>>

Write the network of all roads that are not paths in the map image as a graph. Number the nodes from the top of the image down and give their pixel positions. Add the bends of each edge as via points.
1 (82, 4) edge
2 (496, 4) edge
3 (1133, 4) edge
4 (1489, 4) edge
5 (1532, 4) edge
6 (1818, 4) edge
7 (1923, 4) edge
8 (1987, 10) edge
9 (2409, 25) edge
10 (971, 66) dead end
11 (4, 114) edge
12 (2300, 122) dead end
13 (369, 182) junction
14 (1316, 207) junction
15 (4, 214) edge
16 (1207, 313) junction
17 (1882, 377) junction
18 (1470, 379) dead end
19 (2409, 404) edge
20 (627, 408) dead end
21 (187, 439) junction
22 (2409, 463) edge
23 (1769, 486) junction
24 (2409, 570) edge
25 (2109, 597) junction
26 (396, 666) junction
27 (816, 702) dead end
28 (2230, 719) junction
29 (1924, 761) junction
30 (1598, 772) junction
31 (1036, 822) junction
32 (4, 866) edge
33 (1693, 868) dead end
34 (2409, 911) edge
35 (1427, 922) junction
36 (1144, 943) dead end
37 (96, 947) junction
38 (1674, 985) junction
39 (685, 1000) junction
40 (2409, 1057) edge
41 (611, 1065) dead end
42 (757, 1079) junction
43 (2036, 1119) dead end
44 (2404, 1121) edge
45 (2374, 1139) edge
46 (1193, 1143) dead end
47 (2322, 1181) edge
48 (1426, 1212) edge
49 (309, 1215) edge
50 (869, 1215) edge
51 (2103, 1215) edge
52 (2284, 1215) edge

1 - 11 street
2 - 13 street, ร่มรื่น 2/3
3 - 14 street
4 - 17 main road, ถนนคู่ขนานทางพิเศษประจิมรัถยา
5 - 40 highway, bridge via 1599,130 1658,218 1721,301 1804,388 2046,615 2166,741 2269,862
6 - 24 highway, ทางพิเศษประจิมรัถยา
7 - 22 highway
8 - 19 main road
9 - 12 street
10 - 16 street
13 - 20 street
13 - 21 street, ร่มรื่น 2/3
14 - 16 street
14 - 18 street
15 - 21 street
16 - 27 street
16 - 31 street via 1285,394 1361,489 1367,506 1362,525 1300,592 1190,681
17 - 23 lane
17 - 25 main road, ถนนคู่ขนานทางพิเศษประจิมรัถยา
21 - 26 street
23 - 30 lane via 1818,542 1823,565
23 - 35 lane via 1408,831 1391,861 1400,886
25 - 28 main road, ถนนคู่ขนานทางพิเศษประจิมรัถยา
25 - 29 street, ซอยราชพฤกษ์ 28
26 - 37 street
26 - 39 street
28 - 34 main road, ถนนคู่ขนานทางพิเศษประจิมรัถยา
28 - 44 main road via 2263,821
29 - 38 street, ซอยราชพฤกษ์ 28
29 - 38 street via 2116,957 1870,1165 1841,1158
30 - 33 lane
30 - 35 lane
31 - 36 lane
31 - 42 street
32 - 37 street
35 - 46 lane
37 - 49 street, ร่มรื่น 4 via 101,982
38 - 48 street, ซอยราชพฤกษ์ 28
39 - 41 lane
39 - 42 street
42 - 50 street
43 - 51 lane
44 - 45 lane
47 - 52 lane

<<

With nothing left out, print the data above exactly.

# [WRITTEN ANSWER]
Write the network of all roads that are not paths in the map image as a graph. Number the nodes from the top of the image down and give their pixel positions. Add the bends of each edge as via points.
1 (82, 4) edge
2 (496, 4) edge
3 (1133, 4) edge
4 (1489, 4) edge
5 (1532, 4) edge
6 (1818, 4) edge
7 (1923, 4) edge
8 (1987, 10) edge
9 (2409, 25) edge
10 (971, 66) dead end
11 (4, 114) edge
12 (2300, 122) dead end
13 (369, 182) junction
14 (1316, 207) junction
15 (4, 214) edge
16 (1207, 313) junction
17 (1882, 377) junction
18 (1470, 379) dead end
19 (2409, 404) edge
20 (627, 408) dead end
21 (187, 439) junction
22 (2409, 463) edge
23 (1769, 486) junction
24 (2409, 570) edge
25 (2109, 597) junction
26 (396, 666) junction
27 (816, 702) dead end
28 (2230, 719) junction
29 (1924, 761) junction
30 (1598, 772) junction
31 (1036, 822) junction
32 (4, 866) edge
33 (1693, 868) dead end
34 (2409, 911) edge
35 (1427, 922) junction
36 (1144, 943) dead end
37 (96, 947) junction
38 (1674, 985) junction
39 (685, 1000) junction
40 (2409, 1057) edge
41 (611, 1065) dead end
42 (757, 1079) junction
43 (2036, 1119) dead end
44 (2404, 1121) edge
45 (2374, 1139) edge
46 (1193, 1143) dead end
47 (2322, 1181) edge
48 (1426, 1212) edge
49 (309, 1215) edge
50 (869, 1215) edge
51 (2103, 1215) edge
52 (2284, 1215) edge

1 - 11 street
2 - 13 street, ร่มรื่น 2/3
3 - 14 street
4 - 17 main road, ถนนคู่ขนานทางพิเศษประจิมรัถยา
5 - 40 highway, bridge via 1599,130 1658,218 1721,301 1804,388 2046,615 2166,741 2269,862
6 - 24 highway, ทางพิเศษประจิมรัถยา
7 - 22 highway
8 - 19 main road
9 - 12 street
10 - 16 street
13 - 20 street
13 - 21 street, ร่มรื่น 2/3
14 - 16 street
14 - 18 street
15 - 21 street
16 - 27 street
16 - 31 street via 1285,394 1361,489 1367,506 1362,525 1300,592 1190,681
17 - 23 lane
17 - 25 main road, ถนนคู่ขนานทางพิเศษประจิมรัถยา
21 - 26 street
23 - 30 lane via 1818,542 1823,565
23 - 35 lane via 1408,831 1391,861 1400,886
25 - 28 main road, ถนนคู่ขนานทางพิเศษประจิมรัถยา
25 - 29 street, ซอยราชพฤกษ์ 28
26 - 37 street
26 - 39 street
28 - 34 main road, ถนนคู่ขนานทางพิเศษประจิมรัถยา
28 - 44 main road via 2263,821
29 - 38 street, ซอยราชพฤกษ์ 28
29 - 38 street via 2116,957 1870,1165 1841,1158
30 - 33 lane
30 - 35 lane
31 - 36 lane
31 - 42 street
32 - 37 street
35 - 46 lane
37 - 49 street, ร่มรื่น 4 via 101,982
38 - 48 street, ซอยราชพฤกษ์ 28
39 - 41 lane
39 - 42 street
42 - 50 street
43 - 51 lane
44 - 45 lane
47 - 52 lane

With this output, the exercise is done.